At present, the fresh engineering graduates hired by telecom and IT companies are trained when they’re inducted, either through product-oriented training programmes offered by the major equipment manufactures or through in-house training programmes. At most places, in-house training is limited to a basic orientation as vendor-based training is expensive and equipment specific. “What is needed is to impart an additional training to these engineers through a well-planned curriculum consisting of the right mix of courses in telecommunication, networking and software,” says Mitra.
UACT’s programmes, for instance, are more learning-oriented than teaching-oriented. The stress is on hands-on experience through carefully designed laboratory exercises and experiments. Course modules are designed by faculty members from the Indian Institutes of Technology, Indian Institute of Science and from leading companies.
Globsyn’s Young Software Manager (YSM) course focuses on acquiring, managing and applying critical software skills. YSM is now in its 22nd batch and receives hundreds of applications every year for just 38 seats. You can’t apply unless you have an aggregate of 65 per cent in your engineering degree.

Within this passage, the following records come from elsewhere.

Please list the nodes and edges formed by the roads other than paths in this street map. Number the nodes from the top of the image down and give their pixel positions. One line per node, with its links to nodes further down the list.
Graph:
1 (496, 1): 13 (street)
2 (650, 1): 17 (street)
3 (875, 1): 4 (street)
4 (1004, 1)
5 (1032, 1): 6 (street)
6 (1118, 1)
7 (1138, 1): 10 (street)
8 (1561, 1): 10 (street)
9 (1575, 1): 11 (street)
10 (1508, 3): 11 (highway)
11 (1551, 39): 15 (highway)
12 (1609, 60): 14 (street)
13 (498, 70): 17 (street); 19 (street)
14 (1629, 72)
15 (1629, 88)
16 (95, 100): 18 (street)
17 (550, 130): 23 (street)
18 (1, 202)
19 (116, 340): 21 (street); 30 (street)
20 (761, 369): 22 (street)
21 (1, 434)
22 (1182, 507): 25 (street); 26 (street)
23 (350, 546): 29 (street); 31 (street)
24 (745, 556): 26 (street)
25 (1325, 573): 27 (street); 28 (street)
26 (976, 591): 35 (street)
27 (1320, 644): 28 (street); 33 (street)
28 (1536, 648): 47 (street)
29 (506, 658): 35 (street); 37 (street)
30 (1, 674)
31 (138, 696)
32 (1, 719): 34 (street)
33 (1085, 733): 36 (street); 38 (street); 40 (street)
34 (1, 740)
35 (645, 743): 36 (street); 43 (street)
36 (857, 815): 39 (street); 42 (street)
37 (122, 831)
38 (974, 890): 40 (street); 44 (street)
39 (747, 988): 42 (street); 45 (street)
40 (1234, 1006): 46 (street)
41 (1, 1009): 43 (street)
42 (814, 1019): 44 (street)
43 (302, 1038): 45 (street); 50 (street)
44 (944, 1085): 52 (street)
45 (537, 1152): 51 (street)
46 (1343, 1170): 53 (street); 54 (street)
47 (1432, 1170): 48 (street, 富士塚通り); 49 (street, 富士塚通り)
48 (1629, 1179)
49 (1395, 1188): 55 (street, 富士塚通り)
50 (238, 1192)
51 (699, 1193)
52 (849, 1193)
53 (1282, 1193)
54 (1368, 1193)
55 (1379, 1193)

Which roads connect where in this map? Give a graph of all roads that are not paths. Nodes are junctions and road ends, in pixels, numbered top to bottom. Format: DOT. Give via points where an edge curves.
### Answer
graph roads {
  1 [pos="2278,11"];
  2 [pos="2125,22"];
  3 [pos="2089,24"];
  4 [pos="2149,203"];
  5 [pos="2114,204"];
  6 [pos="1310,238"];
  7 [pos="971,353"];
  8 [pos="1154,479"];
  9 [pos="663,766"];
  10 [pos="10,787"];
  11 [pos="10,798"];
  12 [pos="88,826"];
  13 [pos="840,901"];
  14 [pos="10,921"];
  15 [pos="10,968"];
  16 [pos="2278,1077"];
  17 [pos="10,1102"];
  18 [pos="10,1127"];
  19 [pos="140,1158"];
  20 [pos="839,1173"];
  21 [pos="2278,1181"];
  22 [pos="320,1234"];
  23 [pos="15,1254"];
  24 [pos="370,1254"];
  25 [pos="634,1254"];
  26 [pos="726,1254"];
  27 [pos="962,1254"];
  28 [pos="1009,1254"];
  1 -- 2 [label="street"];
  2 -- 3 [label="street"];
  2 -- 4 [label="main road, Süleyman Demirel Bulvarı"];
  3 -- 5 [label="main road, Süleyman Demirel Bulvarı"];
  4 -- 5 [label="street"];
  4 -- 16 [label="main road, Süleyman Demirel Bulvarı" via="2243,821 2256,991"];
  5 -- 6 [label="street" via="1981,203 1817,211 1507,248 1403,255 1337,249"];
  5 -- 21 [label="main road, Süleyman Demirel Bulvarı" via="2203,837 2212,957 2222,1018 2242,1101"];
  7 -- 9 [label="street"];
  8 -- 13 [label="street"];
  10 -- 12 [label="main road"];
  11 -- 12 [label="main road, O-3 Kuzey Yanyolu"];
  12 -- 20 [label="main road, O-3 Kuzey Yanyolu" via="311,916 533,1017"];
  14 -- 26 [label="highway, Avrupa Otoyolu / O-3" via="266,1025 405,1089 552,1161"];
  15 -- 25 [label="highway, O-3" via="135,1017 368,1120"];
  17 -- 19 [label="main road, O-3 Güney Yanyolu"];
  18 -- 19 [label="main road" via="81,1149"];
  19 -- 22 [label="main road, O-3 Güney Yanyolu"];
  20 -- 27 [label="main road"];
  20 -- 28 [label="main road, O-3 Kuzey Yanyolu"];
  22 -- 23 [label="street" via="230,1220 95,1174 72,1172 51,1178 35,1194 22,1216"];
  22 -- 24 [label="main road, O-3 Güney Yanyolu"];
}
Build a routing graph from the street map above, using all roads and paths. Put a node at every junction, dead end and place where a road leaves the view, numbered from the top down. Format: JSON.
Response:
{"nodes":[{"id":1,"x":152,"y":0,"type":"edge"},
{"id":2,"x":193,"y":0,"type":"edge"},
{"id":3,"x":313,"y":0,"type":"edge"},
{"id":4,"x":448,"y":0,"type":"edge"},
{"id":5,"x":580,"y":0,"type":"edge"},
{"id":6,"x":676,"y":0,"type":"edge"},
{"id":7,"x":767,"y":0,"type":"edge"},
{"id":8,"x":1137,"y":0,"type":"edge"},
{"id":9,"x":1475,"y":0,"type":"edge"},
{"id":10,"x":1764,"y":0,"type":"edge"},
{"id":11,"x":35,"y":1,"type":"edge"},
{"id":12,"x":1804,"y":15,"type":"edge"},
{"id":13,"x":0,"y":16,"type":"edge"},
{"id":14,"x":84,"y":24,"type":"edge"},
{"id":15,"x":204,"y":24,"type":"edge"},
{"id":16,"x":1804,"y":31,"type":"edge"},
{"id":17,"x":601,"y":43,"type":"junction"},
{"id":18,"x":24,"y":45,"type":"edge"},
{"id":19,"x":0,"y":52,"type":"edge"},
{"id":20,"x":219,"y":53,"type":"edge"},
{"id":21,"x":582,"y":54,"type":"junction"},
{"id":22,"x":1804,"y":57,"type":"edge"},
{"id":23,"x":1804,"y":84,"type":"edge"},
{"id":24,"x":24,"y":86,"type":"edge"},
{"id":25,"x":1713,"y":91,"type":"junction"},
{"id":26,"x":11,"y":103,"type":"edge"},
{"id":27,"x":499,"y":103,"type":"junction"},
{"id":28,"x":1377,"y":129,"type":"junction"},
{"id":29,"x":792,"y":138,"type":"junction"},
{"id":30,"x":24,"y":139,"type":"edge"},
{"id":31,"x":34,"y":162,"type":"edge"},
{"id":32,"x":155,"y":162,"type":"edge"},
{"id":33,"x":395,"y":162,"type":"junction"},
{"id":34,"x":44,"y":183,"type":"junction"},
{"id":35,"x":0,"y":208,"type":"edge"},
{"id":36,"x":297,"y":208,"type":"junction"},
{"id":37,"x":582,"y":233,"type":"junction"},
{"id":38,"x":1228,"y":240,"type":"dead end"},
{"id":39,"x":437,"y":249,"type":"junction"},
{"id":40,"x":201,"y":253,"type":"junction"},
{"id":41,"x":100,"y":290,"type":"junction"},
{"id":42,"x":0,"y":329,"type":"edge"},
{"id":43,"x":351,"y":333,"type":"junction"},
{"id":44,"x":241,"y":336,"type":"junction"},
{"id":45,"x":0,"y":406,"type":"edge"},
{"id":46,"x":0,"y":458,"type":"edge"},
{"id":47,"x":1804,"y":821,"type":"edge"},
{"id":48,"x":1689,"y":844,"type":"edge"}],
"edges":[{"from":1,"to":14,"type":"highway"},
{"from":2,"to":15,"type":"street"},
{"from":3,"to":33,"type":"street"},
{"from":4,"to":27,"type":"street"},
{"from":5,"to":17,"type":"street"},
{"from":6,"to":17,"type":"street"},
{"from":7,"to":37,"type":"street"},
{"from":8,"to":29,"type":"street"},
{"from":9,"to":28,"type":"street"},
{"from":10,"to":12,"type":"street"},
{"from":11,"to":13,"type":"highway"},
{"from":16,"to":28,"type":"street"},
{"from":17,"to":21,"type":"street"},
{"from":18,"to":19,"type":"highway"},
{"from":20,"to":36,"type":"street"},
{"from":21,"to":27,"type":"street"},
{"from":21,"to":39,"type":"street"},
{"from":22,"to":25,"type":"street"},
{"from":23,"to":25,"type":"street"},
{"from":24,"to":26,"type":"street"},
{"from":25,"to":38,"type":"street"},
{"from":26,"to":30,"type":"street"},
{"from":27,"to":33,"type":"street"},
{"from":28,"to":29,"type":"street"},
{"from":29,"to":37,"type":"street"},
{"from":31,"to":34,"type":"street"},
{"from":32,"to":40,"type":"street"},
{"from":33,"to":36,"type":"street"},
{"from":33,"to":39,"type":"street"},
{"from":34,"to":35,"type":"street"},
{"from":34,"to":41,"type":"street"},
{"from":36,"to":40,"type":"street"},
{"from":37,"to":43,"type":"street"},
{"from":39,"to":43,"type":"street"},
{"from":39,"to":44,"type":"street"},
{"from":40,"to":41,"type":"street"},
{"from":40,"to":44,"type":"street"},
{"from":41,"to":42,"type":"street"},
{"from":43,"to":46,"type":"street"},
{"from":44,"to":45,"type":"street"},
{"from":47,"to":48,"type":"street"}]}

Then you have the NIS Academy, a division of NIS Sparta Ltd (a Reliance group company) that has launched a “School of Employability” to provide Indian companies “with trained and skilled students ready to work in any industry.” With branches in Calcutta, Jaipur and Delhi, it “aims at preparing students to deal with challenges posed by today’s fast-changing business environment”.
But not all are optimistic about the future of these courses. The better students can do without them, say some experts. “The top students either get absorbed or join the best B-schools. These courses are just additonal feathers to somehow survive in the job market,” says Hemant Kumar, director, global HR, Ushacom Pvt Ltd.
Mitra counters the argument. “There is a growing demand for engineers with additional technical qualifications,” he says.